In patients with coronary artery disease, the arteries that supply the heart with oxygen-rich blood are narrowed by the build-up of fatty tissues. In some, this narrowing forces blood into a smaller network of neighbouring vessels, which changes the blood flow around the diseased artery.
But these collateral blood vessels are not large enough to supply the heart with all the blood it needs. What the Red-Horse researcher hopes to achieve is to grow fully capacitated arteries that can be relieved when a heart attack occurs.
"What we really need to know is how to make these large arteries to allow a lot of new blood to flow and get to the heart," he said.
Until now, one of the main obstacles to such a therapy has been scientists' lack of understanding of how coronary arteries are formed. In particular, it was not clear which cells in the heart form smooth muscle sheaths needed to create new arteries, and whether they existed in adults.
In the eLife magazinethe Stanford team describes how they tracked the cells that form arterial muscle in adult mice. They started with the addition of a fluorescent label to a single cell in the epicardiumthe layer of tissue that lines the heart.
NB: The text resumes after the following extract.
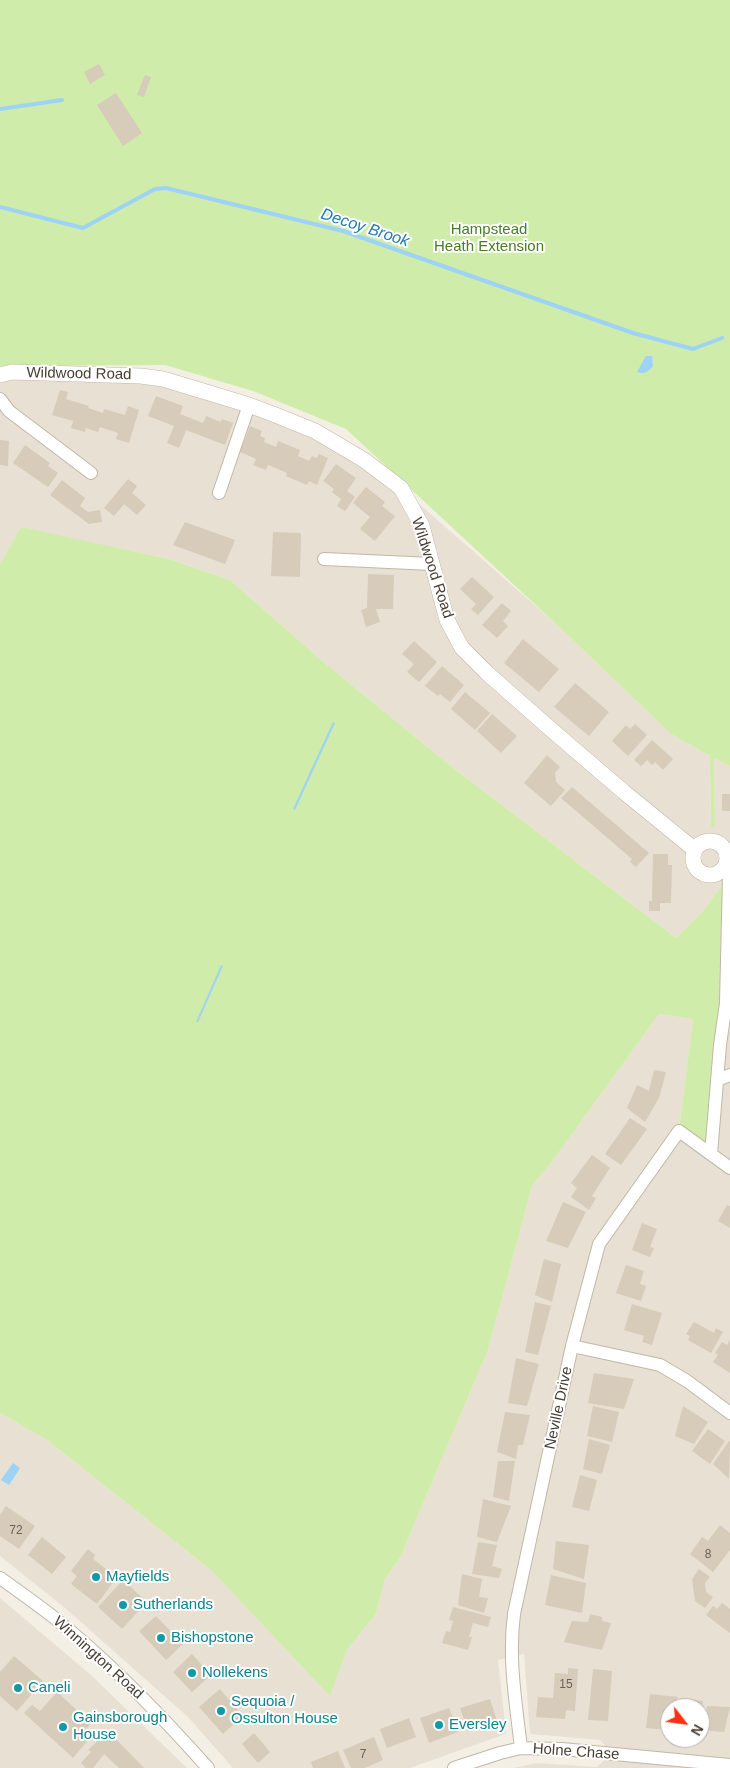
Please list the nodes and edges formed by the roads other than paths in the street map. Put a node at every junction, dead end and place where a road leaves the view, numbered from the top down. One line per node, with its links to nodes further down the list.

The tag allowed scientists to trace the epicardial cell and all the generations of cells it gave rise to as it divided.. The researchers noticed that some of the cells went on to become arterial muscle cells. Working from these, they identified the cells that give rise to arterial muscle, called pericytes..
In other tests, the team exercised the molecular signals that tell pericytes to grow into arterial muscle cells. If the signals can be mimicked or mimicked by a drug, then heart cells could potentially be persuaded to form fresh arteries. on the surface of the heart, through which blood can flow.
The team has not yet done studies on the human heart, but shared physiology with the mouse heart makes them confident that the findings could help people.. Red-Horse expects to focus on growing new arteries in mice over the next five years.
There is a serious need for new treatments for heart disease and heart attacks. Of the people who suffer heart attacks each year, one in three die before they reach hospital.
Scientists like Red-Horse believe that regenerative arteries may work better than bypass surgery.
By demonstrating that pericytes are triggered to differentiate into smooth muscle cells in the developing heart, the Stanford group has reinforced the possibility that the same process can be replicated in the adult heart. The pericytes could then be used to develop new blood vessels needed to successfully repair damage after a heart attack.
1 thought on “Medicina regenerativa del corazón”
I am 65 years old and three and a half weeks ago I suffered an acute myocardial infarction, with extensive damage, according to my cardiologist. My heart was left with a 35 to 40% functional. My question is, how long after the infarction can the heart be treated with stem cells to try to recover some of the dead tissue, and how much would the cost of this procedure be?